Samstag, den 28. September 2002
Zur Situation der wirtschaftlichen Allgemeinbildung in den Schulen:
- Ein nach einheitlichen Gesichtspunkten konzipiertes Fach bzw. Fächersystem oder Lernfeld „Wirtschaft“ gibt es in Deutschland nicht.
- Die Lehrplanangebote variieren in den Bundesländern nach fachlicher Zuordnung, Bezeichnung und Inhalt sowie Schulform, Schulstufe und Verpflichtungsgrad.
- Verallgemeinerbare empirische Erkenntnisse über die Unterrichtspraxis liegen nicht vor.
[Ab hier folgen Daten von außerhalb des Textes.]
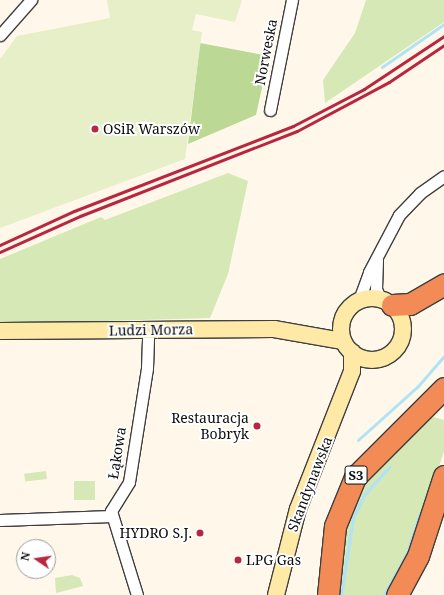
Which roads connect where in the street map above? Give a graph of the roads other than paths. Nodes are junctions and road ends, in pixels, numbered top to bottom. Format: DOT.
graph roads {
  1 [pos="31,0"];
  2 [pos="292,0"];
  3 [pos="0,35"];
  4 [pos="270,110"];
  5 [pos="444,176"];
  6 [pos="377,259"];
  7 [pos="444,284"];
  8 [pos="359,300"];
  9 [pos="386,301"];
  10 [pos="342,321"];
  11 [pos="0,331"];
  12 [pos="148,331"];
  13 [pos="302,333"];
  14 [pos="347,347"];
  15 [pos="373,360"];
  16 [pos="444,388"];
  17 [pos="339,411"];
  18 [pos="444,476"];
  19 [pos="112,516"];
  20 [pos="0,520"];
  21 [pos="280,591"];
  22 [pos="137,595"];
  23 [pos="328,595"];
  24 [pos="397,595"];
  1 -- 3 [label="street"];
  2 -- 4 [label="street, Norweska"];
  5 -- 6 [label="street"];
  6 -- 8 [label="street"];
  6 -- 9 [label="street"];
  7 -- 9 [label="highway"];
  8 -- 9 [label="street"];
  8 -- 10 [label="street"];
  9 -- 15 [label="street"];
  10 -- 13 [label="street, Ludzi Morza"];
  10 -- 14 [label="street"];
  11 -- 12 [label="street, Ludzi Morza"];
  12 -- 13 [label="street, Ludzi Morza"];
  12 -- 19 [label="street, Łąkowa"];
  13 -- 14 [label="street, Ludzi Morza"];
  14 -- 15 [label="street"];
  14 -- 17 [label="street, Skandynawska"];
  15 -- 17 [label="street, Skandynawska"];
  16 -- 23 [label="highway, S3"];
  17 -- 21 [label="street, Skandynawska"];
  18 -- 24 [label="highway"];
  19 -- 20 [label="street"];
  19 -- 22 [label="street"];
}
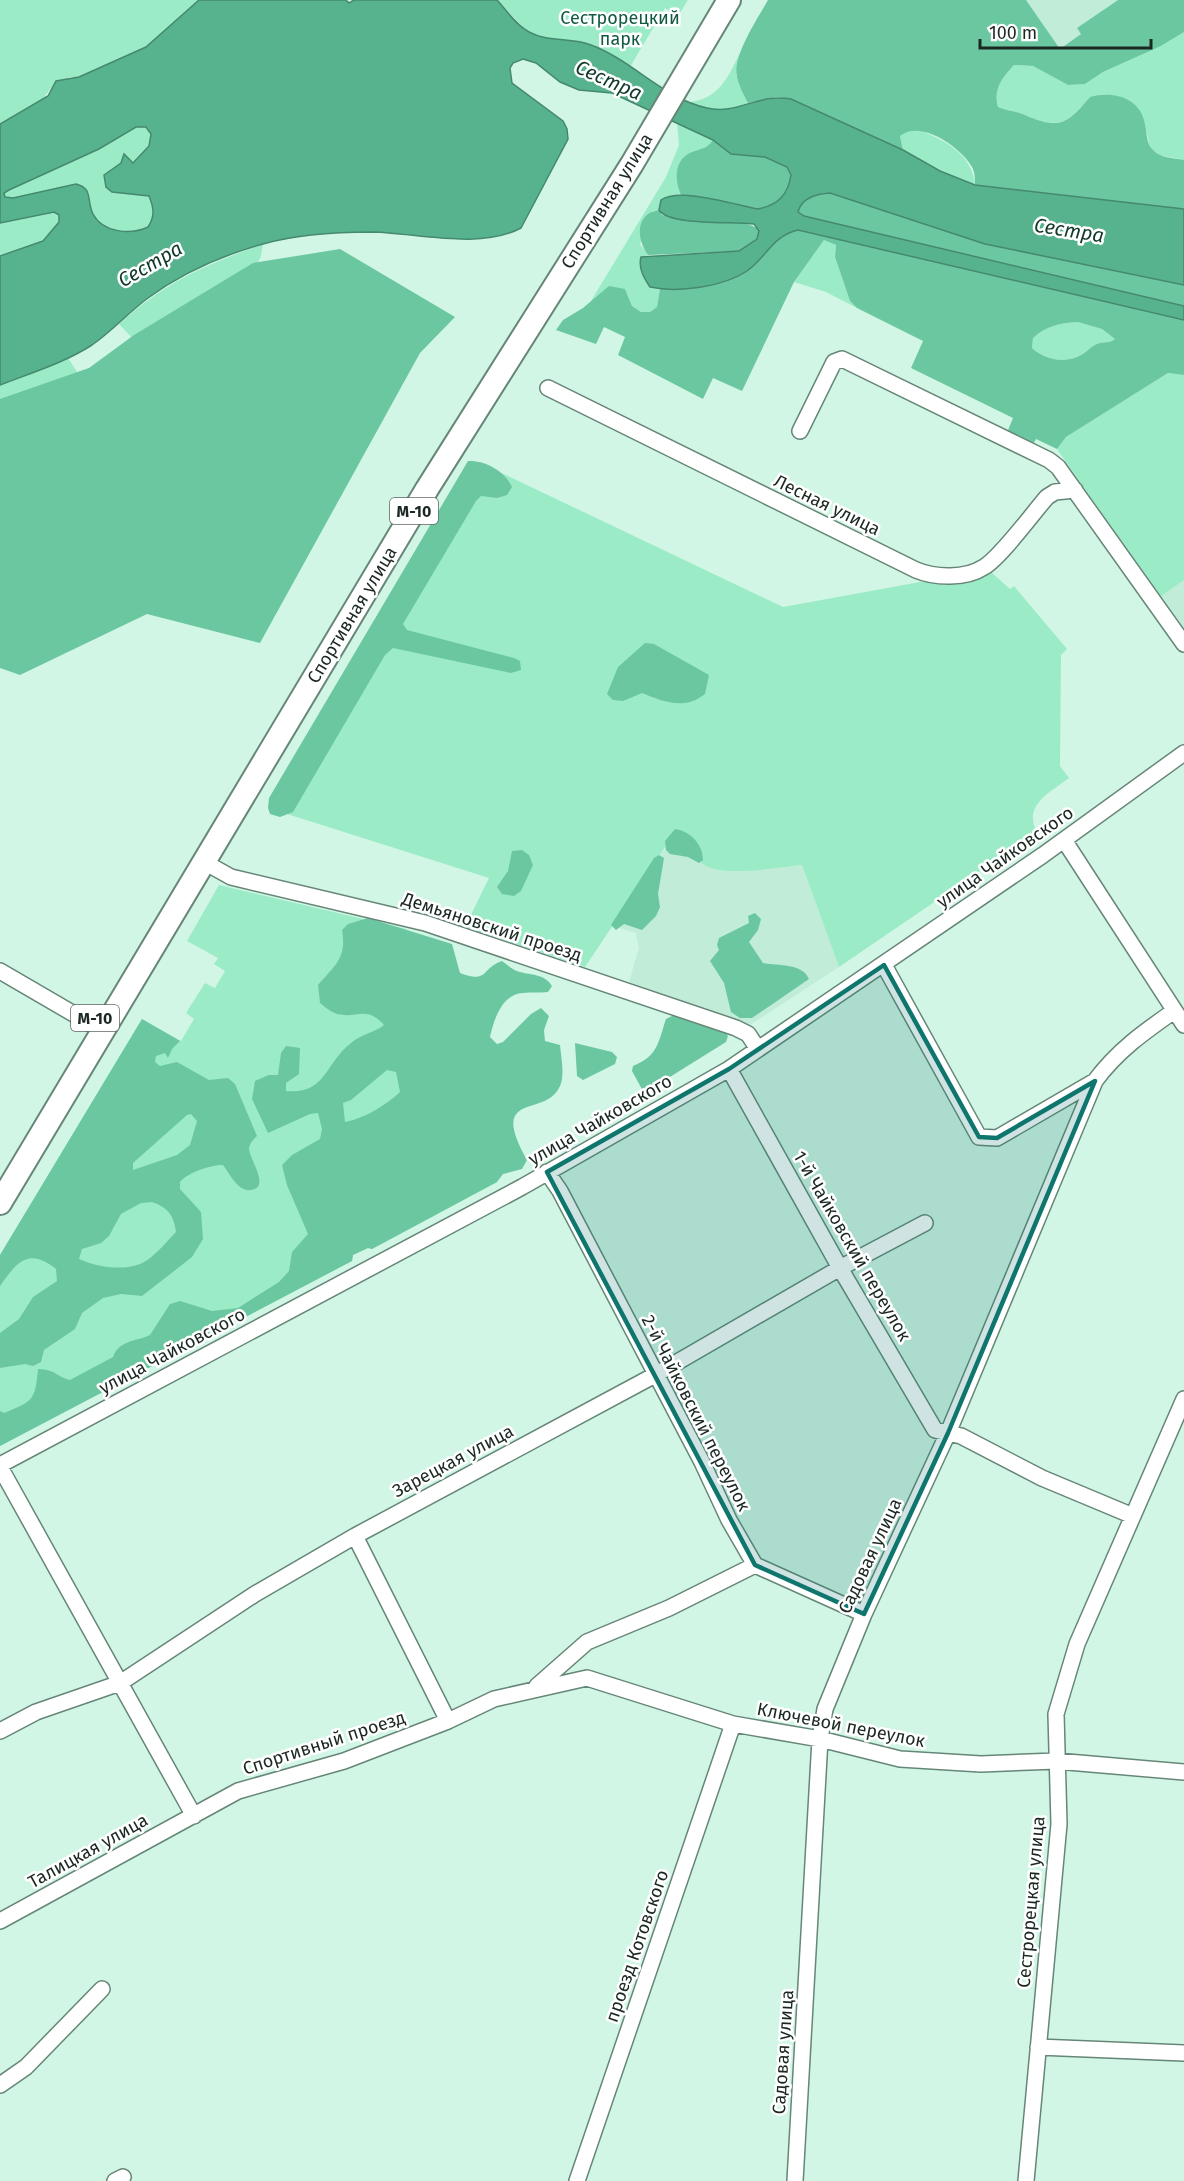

Bekannt ist, dass teilweise fachfremd unterrichtet wird.
- In der Wirtschaftslehrerausbildung spielen drei Bezugswissenschaften mit jeweils spezifischem Paradigma eine Rolle: Betriebs-, Haus- und Volkswirtschaftslehre.
Warum wirtschaftliche Allgemeinbildung in den Schulen?
- Wirtschaft ist ein zentraler Bereich in modernen Gesellschaften.
- Auch die Lebensbereiche, die nicht generell zur Wirtschaft gezählt werden, haben zumindest eine wirtschaftliche Dimension, z.B. Familie, Kultur, Politik.
- Im Übergang von der Moderne zur Postmoderne nehmen die Anforderungen an wirtschaftliche Kompetenzen zu.
- Bei Erwachsenen und jungen Menschen sind erhebliche Defizite im Wirtschaftswissen nachgewiesen worden.
- Mangel an wirtschaftlichen Kompetenzen sind ein Grund für Überschuldungs- und Verarmungsprozesse.
- Maßgebliche gesellschaftliche Kräfte fordern mehr wirtschaftliche Bildung in den Schulen.
- Ein Grundkonzept der wirtschaftlichen Allgemeinbildung in den Schulen:
- Wirtschaftliche Allgemeinbildung wird im Sinne des aufbauenden Lernens von der ersten bis zur letzten Klasse in jeder Schulform angeboten.
- Vermittelt wird Instrumentalwissen auf der Grundlage von Orientierungswissen.
- Dazu gehört auch die Vermittlung der Schnittstellungen und Vernetzungen mit anderen gesellschaftlichen und nicht gesellschaftlichen Teilsystemen, z.B. Technik und Natur.
- Didaktische Leitideen sind: Lebensnähe, Handlungsorientierung und Selbstorganisation.
- Inhaltliche Leitideen sind: Entdichotomisierung, Entbanalisierung, Entmystifizierung und Entberuflichung.
- Behandelt werden die Evolution und die Funktionen der ökonomischen Basisinstitutionen: Privathaushalte, Unternehmen, Assoziationen und Gebietskörperschaften sowie solche von Misch- und Übergangsformen.
- Betrachtet werden alle Gruppen von Gütern: personale, private, kollektive und öffentliche Güter.
- Einbezogen werden verschiedene Arten von Entscheidungssystemen für die Güterversorgung, wie Liebe und Solidarität, Markttausch, politische Wahl, Verhandlung, Drohung.
Das Motto lautet: „Wir gestalten die Wirtschaft“.